Curiefense includes an extensive list of signatures. This is one of many for detecting various types of SQL injection.

By default, a request which matches any of the threat signatures will be blocked. (This is part of Curiefense’s negative security model.)

Additional security policies can be defined by administrators. Some of these also use negative security, such as enforcement of maximum limits for the length and number of headers, cookies and arguments. 

Other policies use positive security, such as those which define the allowable content of specific parameters (headers, cookies, and/or arguments). Requests which do not match these policies can be blocked.

Some policies use a hybrid approach. For example, regex patterns can be defined for specific parameters, and used as follows:

  • If a parameter matches its assigned regex pattern, that parameter is deemed to be legitimate. It is exempted from evaluation against the WAF Signatures.
  • If a parameter does not match its regex pattern, that pattern will be evaluated against the WAF Signatures, except for any Signatures that were specifically excluded for that parameter.
  • If a parameter does not have a pattern defined, it will be evaluated against all WAF Signatures. 

To illustrate this, here’s a sample set of WAF security policies (known as a WAF Profile) in the Curiefense UI:

A sample WAF Profile.

If this Profile were active for a URL, and an incoming request was received for that URL, Curiefense would iterate through all of the request’s parameters—through every header, cookie, and argument—and evaluate each one as follows:

  • If that parameter had a length more than 1024, or it exceeded the allowable number of that type of parameter, the request would be blocked. No further processing would occur. 
  • If the parameter did not have a Matching Value defined (which in the example above means it was any parameter other than a sessionid header or a header beginning with user_), it would be evaluated against the threat signature database. If it matched one of the signatures, the request would be blocked and no further processing would occur. Otherwise, processing would continue with the next parameter.
  • If the parameter had a Matching Value definition, and matched it (which in the above example, means it was either a 12-digit sessionid header or an 8-character user_* header), the parameter would be passed, and processing would continue with the next parameter.
  • If the parameter had a Matching Value definition but did not match it, Curiefense would respond (depending on its configuration) by either blocking the request (which is the case for the sessionid header in the example), or by evaluating the parameter against all threat signatures, except for any signatures listed in the Exclude Sig field.
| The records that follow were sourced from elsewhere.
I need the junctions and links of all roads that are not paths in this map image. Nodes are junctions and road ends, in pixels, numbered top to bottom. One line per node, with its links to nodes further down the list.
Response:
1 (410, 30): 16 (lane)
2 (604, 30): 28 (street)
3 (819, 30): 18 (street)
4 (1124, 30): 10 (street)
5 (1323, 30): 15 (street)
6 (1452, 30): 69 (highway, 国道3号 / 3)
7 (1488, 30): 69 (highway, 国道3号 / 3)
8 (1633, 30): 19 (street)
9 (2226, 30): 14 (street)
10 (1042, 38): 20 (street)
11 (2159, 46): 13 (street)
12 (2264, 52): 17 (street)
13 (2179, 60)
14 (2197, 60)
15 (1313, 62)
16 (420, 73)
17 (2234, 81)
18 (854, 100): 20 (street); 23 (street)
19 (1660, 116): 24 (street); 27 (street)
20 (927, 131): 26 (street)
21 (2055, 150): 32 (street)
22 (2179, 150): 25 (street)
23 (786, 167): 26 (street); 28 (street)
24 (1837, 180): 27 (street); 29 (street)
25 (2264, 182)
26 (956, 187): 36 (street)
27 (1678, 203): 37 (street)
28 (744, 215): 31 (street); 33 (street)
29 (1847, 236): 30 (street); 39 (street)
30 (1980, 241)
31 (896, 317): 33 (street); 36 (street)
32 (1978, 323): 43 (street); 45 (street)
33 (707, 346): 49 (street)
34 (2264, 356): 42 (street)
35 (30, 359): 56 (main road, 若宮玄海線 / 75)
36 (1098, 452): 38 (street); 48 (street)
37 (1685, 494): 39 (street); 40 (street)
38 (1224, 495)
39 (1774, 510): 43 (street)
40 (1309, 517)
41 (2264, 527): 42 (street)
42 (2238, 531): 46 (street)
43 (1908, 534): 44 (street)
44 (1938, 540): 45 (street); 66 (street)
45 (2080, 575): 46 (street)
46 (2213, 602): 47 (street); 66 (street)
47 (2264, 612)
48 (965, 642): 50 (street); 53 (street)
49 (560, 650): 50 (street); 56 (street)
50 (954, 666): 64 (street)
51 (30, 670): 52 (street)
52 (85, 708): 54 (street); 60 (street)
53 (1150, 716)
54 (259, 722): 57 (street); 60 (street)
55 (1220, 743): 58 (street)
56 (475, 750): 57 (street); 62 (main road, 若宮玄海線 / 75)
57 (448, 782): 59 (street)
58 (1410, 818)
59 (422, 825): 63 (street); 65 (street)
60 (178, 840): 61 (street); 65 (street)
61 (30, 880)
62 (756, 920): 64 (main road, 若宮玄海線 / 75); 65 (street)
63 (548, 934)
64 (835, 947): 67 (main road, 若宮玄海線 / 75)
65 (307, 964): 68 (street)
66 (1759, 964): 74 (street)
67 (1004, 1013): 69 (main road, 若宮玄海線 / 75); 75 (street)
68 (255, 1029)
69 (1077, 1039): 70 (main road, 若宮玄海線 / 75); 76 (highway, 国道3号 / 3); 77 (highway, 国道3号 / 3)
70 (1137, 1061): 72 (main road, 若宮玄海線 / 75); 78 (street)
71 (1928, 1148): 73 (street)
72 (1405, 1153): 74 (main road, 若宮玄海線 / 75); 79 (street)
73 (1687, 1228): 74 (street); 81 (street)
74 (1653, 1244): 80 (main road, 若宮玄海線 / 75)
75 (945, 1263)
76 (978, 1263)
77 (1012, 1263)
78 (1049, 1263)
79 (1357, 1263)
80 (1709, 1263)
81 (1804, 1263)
Note that Curiefense allows the above processing to be bypassed if desired. The “Ignore Alphanumeric Input” option instructs the WAF to treat parameters as benign if they contain only alphanumeric characters. This saves processing time, and it can be useful in situations where extensive content filtering is not needed.  

For more information on configuring the Curiefense WAF, see the documentation.

Other Features

As shown in the UI screenshot, individual filter rules are combined into a WAF Profile. Profiles can be assigned to paths throughout the protected web service, from globally down to individual URLs. Paths can be specified using regex, which makes it straightforward to administer even complicated deployments.

Lastly, as with every other type of configuration within Curiefense:

  • All WAF administration can be done via REST API as well as through the UI. 
  • All configurations are maintained in a version history. Users can revert to a previous configuration at any time.

Final Notes

A WAF processes requests, and filters them based on their contents. Many attacks are out of scope for WAF filtering, because the individual requests themselves seem benign. For example, a credential stuffing attack consists of requests that are not overtly malicious—they contain no injection attempts, no attempts to access system files, and so on. 

Curiefense can handle those types of attacks as well, because it has a robust set of threat detection capabilities that go far beyond WAF filtering. We’ll discuss those capabilities in future articles.